How Tough Is Trump’s Legal Teflon?

Judges weigh the scope of the former president’s J6 immunity.

AP/Jacquelyn Martin, file
President Trump arrives to speak during a rally on January 6, 2021. AP/Jacquelyn Martin, file

Can the leader of the free world be held to account in a civil lawsuit? That is the question in federal courts at the District of Columbia, as jurists weigh President Trump’s legal vulnerability in civil litigation over the events of January 6, 2021. 

The issue of presidential immunity is emerging from a barrage of civil suits filed by Democrats in Congress and Capitol police officers seeking to hold Mr. Trump responsible for the damages that ensued from the rioting. Mr. Trump argues that not only is he not factually culpable, but that the office he held functioned as an absolute shield to civil litigation.  

That question was one taken up earlier this year by a district court judge, Amit Mehta. His oleaginous opinion begins in a major key; “violence and disruption happened in other countries, but not here. This is the United States of America, and it could never happen to our democracy.”

Violence did transpire, however, and the group of congressmen and police officers turned to the Ku Klux Klan Act of 1871 for redress. That statute aims to hold civilly accountable those who “conspire to prevent, by force, intimidation, or threat, any person” from holding office or discharging their official duties. 

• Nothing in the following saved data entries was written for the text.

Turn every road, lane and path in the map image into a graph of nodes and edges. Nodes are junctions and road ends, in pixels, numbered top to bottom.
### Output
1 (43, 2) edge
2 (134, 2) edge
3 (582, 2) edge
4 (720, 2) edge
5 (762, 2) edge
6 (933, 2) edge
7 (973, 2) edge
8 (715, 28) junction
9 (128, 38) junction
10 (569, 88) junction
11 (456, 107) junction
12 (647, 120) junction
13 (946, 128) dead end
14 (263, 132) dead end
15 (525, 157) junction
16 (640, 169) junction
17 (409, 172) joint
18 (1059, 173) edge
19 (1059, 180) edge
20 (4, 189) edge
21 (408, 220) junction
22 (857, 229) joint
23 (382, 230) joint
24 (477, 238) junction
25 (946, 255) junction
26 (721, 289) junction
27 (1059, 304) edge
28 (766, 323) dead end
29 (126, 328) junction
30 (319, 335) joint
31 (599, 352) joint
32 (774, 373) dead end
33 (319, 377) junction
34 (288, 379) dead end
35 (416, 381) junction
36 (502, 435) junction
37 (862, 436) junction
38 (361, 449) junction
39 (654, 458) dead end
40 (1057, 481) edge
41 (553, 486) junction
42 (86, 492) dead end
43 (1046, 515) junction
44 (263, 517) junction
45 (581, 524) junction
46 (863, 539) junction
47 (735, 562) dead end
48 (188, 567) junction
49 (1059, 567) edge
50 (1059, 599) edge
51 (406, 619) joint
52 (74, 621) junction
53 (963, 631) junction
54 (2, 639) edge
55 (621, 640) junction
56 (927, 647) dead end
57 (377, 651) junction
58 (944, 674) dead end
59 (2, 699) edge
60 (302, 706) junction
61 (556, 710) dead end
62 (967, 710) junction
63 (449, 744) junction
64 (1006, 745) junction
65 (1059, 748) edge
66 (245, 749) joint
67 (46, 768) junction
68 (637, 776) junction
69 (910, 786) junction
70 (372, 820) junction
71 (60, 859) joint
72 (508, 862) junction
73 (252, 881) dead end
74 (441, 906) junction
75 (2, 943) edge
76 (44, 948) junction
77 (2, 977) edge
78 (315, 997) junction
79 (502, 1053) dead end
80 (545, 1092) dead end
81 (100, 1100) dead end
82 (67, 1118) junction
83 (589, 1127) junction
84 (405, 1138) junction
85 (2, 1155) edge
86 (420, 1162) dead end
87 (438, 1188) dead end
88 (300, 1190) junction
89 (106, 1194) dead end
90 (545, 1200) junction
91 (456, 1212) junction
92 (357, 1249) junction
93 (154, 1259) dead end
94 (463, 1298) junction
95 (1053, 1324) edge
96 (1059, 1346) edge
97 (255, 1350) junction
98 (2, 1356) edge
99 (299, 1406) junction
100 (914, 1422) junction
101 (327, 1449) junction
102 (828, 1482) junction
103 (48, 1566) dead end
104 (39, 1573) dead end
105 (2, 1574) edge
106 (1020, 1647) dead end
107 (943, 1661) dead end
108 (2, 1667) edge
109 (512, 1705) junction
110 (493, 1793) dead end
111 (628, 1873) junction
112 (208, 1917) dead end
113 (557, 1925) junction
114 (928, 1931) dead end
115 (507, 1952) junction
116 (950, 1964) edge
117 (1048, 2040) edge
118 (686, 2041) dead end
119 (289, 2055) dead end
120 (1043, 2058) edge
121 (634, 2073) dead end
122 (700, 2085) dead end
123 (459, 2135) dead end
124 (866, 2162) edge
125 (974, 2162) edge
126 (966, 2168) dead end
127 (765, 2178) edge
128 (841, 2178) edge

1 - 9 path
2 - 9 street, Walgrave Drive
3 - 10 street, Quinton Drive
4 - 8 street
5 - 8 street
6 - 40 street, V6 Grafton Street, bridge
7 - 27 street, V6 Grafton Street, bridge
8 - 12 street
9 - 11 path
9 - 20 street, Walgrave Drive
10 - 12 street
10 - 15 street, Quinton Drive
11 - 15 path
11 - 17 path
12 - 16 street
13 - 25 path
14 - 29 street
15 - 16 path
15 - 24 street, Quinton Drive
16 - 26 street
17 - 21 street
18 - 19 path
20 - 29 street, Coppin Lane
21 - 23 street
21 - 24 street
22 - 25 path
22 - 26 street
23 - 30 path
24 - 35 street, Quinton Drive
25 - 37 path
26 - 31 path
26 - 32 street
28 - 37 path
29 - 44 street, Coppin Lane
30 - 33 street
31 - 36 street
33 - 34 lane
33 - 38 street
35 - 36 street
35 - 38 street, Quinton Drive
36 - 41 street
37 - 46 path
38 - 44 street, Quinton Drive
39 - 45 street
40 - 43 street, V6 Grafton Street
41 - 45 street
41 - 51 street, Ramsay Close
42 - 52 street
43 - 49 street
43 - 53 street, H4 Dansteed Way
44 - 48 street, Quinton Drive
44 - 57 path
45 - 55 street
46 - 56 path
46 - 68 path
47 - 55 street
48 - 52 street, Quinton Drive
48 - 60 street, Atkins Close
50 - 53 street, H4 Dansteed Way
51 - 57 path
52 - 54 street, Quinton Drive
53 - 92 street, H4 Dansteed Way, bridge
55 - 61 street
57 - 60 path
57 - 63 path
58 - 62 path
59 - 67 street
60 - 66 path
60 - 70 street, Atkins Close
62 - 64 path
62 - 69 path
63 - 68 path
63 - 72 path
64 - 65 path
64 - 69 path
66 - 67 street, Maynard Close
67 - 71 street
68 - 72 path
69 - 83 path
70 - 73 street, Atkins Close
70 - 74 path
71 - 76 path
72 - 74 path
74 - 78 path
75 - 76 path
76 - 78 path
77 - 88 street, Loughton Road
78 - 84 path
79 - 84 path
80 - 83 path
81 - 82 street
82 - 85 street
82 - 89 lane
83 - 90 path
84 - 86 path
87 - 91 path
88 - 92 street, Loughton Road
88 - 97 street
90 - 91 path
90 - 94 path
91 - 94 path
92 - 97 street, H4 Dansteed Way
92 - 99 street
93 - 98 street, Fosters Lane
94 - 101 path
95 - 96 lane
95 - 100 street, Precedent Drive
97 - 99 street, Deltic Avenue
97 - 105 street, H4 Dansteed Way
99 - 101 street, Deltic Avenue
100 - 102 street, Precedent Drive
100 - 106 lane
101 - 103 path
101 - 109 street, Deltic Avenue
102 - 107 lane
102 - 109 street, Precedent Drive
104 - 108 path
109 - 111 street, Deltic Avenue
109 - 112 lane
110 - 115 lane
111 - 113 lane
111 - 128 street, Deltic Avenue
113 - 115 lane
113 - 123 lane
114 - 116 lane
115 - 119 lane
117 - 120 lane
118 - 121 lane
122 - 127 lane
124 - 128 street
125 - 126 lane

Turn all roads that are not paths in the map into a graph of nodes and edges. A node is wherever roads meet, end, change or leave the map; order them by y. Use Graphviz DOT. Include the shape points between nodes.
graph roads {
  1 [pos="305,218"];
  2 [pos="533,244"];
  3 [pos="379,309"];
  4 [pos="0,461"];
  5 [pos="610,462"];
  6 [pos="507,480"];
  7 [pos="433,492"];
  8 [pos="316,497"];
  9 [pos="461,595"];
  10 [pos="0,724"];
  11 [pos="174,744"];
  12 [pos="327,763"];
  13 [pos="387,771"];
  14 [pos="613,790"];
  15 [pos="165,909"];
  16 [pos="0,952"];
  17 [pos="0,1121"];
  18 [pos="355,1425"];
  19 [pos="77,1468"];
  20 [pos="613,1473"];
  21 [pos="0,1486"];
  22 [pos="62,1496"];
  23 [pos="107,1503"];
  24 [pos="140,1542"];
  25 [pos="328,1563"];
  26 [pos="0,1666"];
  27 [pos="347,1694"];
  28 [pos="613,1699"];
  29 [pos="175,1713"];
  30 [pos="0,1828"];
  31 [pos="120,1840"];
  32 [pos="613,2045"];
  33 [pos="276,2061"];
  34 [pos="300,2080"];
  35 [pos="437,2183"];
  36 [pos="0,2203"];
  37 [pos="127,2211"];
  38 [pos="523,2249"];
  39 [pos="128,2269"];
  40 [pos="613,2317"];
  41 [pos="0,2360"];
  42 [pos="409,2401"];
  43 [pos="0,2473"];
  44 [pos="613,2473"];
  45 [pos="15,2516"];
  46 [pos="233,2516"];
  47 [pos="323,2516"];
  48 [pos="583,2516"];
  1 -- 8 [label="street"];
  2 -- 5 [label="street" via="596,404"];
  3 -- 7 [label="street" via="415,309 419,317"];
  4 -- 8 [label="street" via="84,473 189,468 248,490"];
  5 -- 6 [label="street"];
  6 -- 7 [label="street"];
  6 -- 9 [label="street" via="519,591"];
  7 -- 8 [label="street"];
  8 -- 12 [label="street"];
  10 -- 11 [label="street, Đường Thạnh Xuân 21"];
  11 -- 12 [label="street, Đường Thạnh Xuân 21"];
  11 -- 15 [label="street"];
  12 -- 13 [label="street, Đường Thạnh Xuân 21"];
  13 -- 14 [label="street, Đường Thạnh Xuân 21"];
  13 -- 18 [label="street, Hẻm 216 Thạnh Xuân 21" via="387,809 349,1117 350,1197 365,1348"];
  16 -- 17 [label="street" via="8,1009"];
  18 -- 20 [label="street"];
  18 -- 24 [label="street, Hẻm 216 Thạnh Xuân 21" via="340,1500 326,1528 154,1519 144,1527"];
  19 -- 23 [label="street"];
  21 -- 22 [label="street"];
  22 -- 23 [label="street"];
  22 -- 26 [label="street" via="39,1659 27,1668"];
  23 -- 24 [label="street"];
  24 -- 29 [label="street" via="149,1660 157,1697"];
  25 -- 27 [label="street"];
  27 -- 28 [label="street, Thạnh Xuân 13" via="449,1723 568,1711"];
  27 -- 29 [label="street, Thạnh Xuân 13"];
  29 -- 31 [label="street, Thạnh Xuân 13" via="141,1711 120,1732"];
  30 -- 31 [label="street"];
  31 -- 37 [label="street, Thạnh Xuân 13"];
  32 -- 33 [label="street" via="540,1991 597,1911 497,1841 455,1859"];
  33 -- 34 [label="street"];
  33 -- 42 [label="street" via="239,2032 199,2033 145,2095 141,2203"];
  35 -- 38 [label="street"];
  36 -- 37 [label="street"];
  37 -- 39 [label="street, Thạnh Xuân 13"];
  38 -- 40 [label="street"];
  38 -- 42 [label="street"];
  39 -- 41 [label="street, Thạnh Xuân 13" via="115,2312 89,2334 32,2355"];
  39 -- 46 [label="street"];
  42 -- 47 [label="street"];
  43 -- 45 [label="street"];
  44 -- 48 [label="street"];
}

The key Supreme Court precedent is a 1981 case, Nixon v. Fitzgerald. There, a former federal employee, Arthur Fitzgerald, sued President Nixon and other officials for damages that flowed from his being fired. Fitzgerald alleged that the cause of his termination was disclosing cost overruns in the Air Force, information he shared while testifying to Congress.  

The high court reversed two lower court rulings to hold that a “former President of the United States, is entitled to absolute immunity from damages liability predicated on his official acts,” meaning that Nixon could not be held liable for firing Fitzgerald. 

The 5-to-4 holding, with a decision written by Justice Lewis Powell, ruled that this immunity was a “functionally mandated incident of the President’s unique office, rooted in the constitutional tradition of the separation of powers,” and a reflection of the president’s “unique position in the constitutional scheme.” 

While other federal officials enjoy qualified, or partial, immunity, the justices found that the “diversion” of the president’s “energies by concern with private lawsuits would raise unique risks to the effective functioning of government.” The president, after all, is the sole officer constitutionally held responsible for ensuring that the “laws are faithfully executed.” 

The court cited the “sheer prominence”* of the president’s office, which makes him “an easily identifiable target for suits for civil damages,” as another reason to extend complete protection over his performance “within the ‘outer perimeter’ of his official responsibility.” In Judge Mehta’s words, this protection is “unquestionably capacious, though not categorical.”

For the judge, this species of absolute immunity is not one enjoyed by Mr. Trump in regard to the suit at hand because there is “no constitutional provision or federal statute that grants or vests in the President (or the Executive Branch) any power or duty with respect to the Certification of the Electoral College vote.” 

Judge Mehta acknowledged that a “first-term President is, in a sense, always a candidate for office,” but held that his speech on January 6 was not “spoken in furtherance of a presidential function.” Instead, the “main thrust of the Speech was not focused on policy or legislation,” but on a quest to remain in office.

Acknowledging — improbably — that the “court well understands the gravity of its decision,” Judge Mehta nevertheless held that Mr. Trump is not shielded from civil immunity due to the “unofficial acts” that are “without precedent” when it comes to a chief executive. 

On appeal, Judge Mehta’s decision was this week the subject of fierce argument in front of three riders of the Court Appeals for the District of Columbia; Judith Rogers, Gregory Katsas, and Sri Srinivasan.  

Mr. Trump’s attorney, Jesse Binnall, argued that the Founders intended impeachment, not a lawsuit, to be the recourse for restraining an unlawful president. Mr. Trump was acquitted by the Senate of a single article of incitement to insurrection. 

Mr. Binnall observed that the president’s use of the “bully pulpit” was intrinsic to his role, and that commanders in chief often comment on matters only tangentially related to enumerated powers, like Supreme Court decisions. 

Mr. Binnall refused to concede that what one jurist called a “colorable case of incitement” was justification for piercing presidential immunity, nor would he agree that behavior aimed at “crippling the other branches of government,” in one rider’s parlance, justified holding that Mr. Trump is vulnerable to suit. 

The attorney for the plaintiffs, Joseph Sellers, took a different position. He argued that speech that “overtly, explicitly or implicitly” suborned insurrection could not then avail itself of the protection afforded by Fitgerald to the execution of “official duties.” For him,  Mr. Trump’s actions “subverted our constitutional design” and thus “lack any valid claim to immunity.”

________

* All of the powers granted by the Constitution in Article II, which creates the executive branch, are vested personally in the president.